Representative peer of Ireland
- In office 1850-1852

Member of Parliament for Drogheda
- In office 1835-1837

Personal details
- Born: 5 September 1804
- Died: 7 April 1852 (aged 47)
- Party: Conservative
- Spouse: Elizabeth Evelyn ​(m. 1838)​
- Parent: Edward Plunkett (father);

= Randall Plunkett, 15th Baron of Dunsany =

Anglo-Irish peer (1804–1852)

Randall Edward Plunkett, 15th Baron Dunsany (5 September 1804 – 7 April 1852) was an Anglo-Irish peer and Conservative politician.

==Biography==
Plunkett was the son of Edward Plunkett, 14th Baron Dunsany and his first wife, Hon. Charlotte Louisa Lawless.

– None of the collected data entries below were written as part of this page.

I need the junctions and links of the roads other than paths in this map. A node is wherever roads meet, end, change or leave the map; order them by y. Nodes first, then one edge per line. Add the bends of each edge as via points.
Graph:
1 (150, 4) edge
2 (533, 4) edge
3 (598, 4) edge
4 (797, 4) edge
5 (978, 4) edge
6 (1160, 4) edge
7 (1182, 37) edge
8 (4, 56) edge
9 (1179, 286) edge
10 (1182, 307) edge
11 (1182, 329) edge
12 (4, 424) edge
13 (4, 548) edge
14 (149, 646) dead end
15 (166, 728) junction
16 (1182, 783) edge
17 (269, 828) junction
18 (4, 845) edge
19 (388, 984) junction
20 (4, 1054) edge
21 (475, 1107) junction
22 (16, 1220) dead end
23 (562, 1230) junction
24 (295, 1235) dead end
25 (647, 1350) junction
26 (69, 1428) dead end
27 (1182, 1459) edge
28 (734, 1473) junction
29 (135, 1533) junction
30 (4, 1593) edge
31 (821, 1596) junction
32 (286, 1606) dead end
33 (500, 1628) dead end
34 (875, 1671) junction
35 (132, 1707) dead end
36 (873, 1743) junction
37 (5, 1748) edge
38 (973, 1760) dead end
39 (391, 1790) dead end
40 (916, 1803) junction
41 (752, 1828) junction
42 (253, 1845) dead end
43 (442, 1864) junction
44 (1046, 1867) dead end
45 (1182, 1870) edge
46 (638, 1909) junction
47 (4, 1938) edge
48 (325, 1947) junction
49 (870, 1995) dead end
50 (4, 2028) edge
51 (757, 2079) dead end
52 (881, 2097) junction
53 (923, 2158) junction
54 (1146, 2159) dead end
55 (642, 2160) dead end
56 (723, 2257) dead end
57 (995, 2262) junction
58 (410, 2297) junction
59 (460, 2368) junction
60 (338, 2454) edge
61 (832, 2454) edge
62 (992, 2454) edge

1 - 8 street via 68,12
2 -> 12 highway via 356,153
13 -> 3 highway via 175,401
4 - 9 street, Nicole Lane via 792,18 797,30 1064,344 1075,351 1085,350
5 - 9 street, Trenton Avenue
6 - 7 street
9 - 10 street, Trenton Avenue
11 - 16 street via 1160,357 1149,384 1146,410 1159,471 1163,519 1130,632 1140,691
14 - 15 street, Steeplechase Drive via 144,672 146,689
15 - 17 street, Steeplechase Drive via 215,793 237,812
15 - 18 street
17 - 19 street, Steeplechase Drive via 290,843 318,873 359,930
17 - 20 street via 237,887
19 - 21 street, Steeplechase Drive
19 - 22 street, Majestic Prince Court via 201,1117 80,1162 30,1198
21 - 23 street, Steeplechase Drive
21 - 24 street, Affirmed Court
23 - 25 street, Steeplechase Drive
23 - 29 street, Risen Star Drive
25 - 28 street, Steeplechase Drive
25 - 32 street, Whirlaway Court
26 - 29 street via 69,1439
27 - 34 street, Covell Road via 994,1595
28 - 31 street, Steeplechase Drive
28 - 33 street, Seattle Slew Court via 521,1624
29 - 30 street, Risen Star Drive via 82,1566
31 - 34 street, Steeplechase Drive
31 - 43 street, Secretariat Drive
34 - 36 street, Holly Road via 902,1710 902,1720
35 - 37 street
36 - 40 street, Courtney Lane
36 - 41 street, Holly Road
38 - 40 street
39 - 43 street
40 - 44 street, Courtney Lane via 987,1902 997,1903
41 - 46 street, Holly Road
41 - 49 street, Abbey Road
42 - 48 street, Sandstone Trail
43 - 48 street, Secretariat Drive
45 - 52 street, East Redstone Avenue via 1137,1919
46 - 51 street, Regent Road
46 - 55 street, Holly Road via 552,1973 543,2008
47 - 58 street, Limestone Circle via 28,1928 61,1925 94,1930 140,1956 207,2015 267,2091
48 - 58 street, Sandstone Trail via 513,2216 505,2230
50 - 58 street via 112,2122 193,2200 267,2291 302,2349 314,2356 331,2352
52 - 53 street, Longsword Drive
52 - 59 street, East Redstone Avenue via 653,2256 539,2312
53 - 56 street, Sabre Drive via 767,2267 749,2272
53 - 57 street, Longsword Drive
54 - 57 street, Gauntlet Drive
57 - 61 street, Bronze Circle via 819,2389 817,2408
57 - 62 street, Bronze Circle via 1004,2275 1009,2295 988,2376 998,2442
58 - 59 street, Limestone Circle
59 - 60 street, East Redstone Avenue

On 29 June 1835, he was declared elected on petition as the Member of Parliament for Drogheda, after his opponent Andrew O'Dwyer had been deemed ineligible. He represented the seat as a Conservative until 1837. On 11 December 1848, he inherited his father's title, becoming Baron of Dunsany. In 1850 Dunsany was elected as an Irish representative peer and took his seat in the House of Lords.

On 29 December 1838, he married Elizabeth Evelyn. Dunsany was succeeded in his title by his younger brother, Edward.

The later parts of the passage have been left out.